I have created a shell script that has 1 required argument. I want it so that the script will only run if that 1 argument is present, else it will exit.
Here's my code:
#!/bin/bash
branch=stable
# Custom options/arguments
usage() { # usage code }
while getopts ":bs:" opt; do
case $opt in
b)
branch=development
;;
s)
site=${OPTARG}
;;
*)
usage
;;
esac
done
shift $((OPTIND-1))
if [ -z "${s}" ]; then
echo "
$(tput setaf 1)ERROR:
=========================$(tput sgr0)
$(tput setaf 6)No website name provided:
Format: <example.com>$(tput sgr0)
"
exit 1;
fi
# Rest of the code to run when there are no errors - not putting here as it's irrelevant
So I would expect, that when I run sudo ./nginx-install.sh it would see there are no arguments and show the error message - which is does.
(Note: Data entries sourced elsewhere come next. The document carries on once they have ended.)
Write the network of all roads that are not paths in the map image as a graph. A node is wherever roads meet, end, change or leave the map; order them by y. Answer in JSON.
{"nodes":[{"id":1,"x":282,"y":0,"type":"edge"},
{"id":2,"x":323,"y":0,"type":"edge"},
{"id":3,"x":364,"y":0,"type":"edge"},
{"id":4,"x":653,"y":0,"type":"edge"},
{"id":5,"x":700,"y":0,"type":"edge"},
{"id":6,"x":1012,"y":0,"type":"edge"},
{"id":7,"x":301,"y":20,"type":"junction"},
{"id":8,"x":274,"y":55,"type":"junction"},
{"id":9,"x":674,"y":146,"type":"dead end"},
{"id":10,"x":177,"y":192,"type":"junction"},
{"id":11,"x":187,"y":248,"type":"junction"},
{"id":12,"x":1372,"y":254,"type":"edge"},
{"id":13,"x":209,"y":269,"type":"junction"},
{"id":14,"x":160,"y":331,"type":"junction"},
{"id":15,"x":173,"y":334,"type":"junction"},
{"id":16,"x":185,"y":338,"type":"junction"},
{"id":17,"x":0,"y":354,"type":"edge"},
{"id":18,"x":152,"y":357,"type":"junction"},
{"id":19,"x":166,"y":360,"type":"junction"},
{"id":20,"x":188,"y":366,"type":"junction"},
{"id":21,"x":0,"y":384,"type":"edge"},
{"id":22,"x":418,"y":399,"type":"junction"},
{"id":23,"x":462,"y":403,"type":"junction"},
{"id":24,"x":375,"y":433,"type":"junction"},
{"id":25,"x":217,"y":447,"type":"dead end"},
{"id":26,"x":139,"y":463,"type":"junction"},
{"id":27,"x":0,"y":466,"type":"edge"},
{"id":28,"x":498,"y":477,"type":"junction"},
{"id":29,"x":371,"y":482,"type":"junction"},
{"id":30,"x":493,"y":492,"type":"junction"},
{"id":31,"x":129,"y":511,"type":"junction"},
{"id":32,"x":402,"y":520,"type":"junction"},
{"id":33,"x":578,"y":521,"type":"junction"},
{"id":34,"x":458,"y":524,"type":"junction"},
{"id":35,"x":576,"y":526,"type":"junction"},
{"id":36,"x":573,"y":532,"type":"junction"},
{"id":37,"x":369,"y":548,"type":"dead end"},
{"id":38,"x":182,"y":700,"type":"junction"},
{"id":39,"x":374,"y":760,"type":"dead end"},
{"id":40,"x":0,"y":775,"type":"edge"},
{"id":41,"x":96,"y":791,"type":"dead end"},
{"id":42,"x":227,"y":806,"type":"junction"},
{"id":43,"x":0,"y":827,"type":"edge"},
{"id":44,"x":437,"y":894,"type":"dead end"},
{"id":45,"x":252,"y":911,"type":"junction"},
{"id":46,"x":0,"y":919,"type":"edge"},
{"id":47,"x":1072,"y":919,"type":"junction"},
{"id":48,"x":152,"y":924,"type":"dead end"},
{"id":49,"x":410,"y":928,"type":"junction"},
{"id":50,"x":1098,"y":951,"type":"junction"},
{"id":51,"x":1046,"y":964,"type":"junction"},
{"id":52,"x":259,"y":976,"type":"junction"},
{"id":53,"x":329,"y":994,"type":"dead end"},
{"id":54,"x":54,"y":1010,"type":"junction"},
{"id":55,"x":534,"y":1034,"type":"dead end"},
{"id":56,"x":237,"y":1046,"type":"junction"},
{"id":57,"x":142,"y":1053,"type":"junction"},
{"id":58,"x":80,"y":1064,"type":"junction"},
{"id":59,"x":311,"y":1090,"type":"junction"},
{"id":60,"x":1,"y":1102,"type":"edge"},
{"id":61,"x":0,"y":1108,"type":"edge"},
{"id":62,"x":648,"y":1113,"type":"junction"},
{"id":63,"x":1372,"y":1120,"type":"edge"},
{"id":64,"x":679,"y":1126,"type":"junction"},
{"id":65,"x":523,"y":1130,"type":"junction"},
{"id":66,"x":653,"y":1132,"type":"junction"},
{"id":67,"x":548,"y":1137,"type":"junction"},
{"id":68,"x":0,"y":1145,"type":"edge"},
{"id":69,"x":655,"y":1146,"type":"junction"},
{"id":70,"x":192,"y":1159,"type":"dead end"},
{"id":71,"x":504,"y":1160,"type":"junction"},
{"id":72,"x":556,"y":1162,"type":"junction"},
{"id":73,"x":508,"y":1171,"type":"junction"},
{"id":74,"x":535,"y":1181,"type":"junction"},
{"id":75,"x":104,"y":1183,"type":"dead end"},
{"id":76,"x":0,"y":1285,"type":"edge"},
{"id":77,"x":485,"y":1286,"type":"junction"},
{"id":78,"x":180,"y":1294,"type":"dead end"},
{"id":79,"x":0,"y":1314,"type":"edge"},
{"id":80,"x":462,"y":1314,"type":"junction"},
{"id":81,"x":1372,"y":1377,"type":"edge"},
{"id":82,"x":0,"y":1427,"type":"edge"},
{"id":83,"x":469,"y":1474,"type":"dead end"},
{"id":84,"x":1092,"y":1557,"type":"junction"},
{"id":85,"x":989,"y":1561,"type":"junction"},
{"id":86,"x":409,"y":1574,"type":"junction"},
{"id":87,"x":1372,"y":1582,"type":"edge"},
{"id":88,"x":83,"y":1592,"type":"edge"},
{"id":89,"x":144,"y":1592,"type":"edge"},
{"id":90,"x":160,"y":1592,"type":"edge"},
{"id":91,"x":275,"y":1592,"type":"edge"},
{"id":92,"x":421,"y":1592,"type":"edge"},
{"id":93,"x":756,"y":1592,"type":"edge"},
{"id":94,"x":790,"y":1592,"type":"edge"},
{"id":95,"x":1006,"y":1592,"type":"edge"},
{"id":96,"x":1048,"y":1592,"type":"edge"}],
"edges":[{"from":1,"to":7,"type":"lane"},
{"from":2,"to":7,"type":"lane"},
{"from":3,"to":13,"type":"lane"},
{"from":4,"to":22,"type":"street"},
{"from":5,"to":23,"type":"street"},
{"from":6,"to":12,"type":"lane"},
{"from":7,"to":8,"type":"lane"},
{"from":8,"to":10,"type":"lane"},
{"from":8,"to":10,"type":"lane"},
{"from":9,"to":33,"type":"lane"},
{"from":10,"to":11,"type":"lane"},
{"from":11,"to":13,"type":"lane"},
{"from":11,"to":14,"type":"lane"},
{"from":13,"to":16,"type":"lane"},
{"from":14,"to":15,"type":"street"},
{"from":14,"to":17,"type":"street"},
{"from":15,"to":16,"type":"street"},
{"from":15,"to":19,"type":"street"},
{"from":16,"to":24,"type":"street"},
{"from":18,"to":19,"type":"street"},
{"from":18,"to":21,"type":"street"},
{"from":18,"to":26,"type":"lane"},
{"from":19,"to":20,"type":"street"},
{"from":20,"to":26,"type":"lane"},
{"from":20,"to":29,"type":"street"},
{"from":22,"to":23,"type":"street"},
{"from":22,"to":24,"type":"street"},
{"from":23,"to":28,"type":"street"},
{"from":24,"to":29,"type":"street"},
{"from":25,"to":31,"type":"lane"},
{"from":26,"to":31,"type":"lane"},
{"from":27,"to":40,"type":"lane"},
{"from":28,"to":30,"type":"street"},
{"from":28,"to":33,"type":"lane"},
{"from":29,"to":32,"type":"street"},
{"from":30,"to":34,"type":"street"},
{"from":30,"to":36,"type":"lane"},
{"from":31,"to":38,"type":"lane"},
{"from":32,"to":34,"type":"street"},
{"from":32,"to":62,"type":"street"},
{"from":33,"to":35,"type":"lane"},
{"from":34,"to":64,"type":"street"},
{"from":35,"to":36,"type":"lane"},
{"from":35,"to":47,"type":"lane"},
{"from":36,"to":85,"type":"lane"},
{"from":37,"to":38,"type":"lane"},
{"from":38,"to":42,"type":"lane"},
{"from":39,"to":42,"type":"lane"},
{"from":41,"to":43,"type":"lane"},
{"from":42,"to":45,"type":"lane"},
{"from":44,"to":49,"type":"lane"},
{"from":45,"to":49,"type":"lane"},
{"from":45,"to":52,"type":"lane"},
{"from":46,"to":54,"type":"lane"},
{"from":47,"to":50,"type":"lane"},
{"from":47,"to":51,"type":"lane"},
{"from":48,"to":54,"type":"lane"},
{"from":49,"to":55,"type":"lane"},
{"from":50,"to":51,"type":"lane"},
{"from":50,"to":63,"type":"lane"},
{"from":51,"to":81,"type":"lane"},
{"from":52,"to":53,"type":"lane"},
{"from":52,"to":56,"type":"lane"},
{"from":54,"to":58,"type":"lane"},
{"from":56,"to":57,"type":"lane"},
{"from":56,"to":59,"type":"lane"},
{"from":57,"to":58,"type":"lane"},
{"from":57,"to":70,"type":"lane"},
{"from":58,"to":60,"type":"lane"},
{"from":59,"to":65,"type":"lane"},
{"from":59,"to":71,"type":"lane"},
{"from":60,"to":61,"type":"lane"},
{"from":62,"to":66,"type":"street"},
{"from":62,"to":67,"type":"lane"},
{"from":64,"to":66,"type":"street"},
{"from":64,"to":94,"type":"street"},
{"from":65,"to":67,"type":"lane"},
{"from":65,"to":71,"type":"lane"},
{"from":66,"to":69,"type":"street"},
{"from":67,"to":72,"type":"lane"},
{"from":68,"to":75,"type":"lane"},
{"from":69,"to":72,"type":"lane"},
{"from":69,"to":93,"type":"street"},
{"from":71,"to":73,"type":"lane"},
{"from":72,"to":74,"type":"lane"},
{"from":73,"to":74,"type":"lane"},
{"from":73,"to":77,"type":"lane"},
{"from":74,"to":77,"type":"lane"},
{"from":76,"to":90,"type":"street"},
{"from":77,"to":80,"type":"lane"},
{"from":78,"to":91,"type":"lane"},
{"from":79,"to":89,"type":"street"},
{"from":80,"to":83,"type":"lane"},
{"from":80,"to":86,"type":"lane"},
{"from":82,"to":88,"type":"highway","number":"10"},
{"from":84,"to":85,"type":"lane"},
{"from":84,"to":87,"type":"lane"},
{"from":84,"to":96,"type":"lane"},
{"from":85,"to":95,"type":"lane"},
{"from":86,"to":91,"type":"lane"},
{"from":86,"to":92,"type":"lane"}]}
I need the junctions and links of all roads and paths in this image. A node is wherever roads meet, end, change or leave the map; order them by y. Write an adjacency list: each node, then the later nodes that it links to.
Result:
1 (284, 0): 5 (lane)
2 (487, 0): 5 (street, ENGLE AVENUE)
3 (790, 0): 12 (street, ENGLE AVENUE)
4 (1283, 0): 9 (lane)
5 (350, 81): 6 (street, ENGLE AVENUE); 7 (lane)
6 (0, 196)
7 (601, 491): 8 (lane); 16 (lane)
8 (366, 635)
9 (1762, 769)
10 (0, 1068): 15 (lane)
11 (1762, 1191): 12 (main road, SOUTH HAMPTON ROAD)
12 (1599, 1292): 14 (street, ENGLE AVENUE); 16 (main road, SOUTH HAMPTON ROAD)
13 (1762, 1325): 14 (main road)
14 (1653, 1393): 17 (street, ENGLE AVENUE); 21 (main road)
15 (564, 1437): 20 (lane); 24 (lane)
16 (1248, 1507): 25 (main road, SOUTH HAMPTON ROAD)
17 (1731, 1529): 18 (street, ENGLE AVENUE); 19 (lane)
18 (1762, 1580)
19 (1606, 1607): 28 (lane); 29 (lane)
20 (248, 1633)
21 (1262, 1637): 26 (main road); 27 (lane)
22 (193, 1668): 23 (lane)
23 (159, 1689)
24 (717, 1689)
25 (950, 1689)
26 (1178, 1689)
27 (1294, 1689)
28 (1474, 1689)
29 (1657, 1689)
But when I do sudo ./nginx-install.sh -s example.com I just get the error message again, when really I'd expect the rest of the code to run.
Can anybody point out where I am going wrong in the code? I'm new to bash scripting so been replying mainly on Google searches for help.
Thanks.
You assign a value to $site, not $s. Variable $s stays empty for the whole time.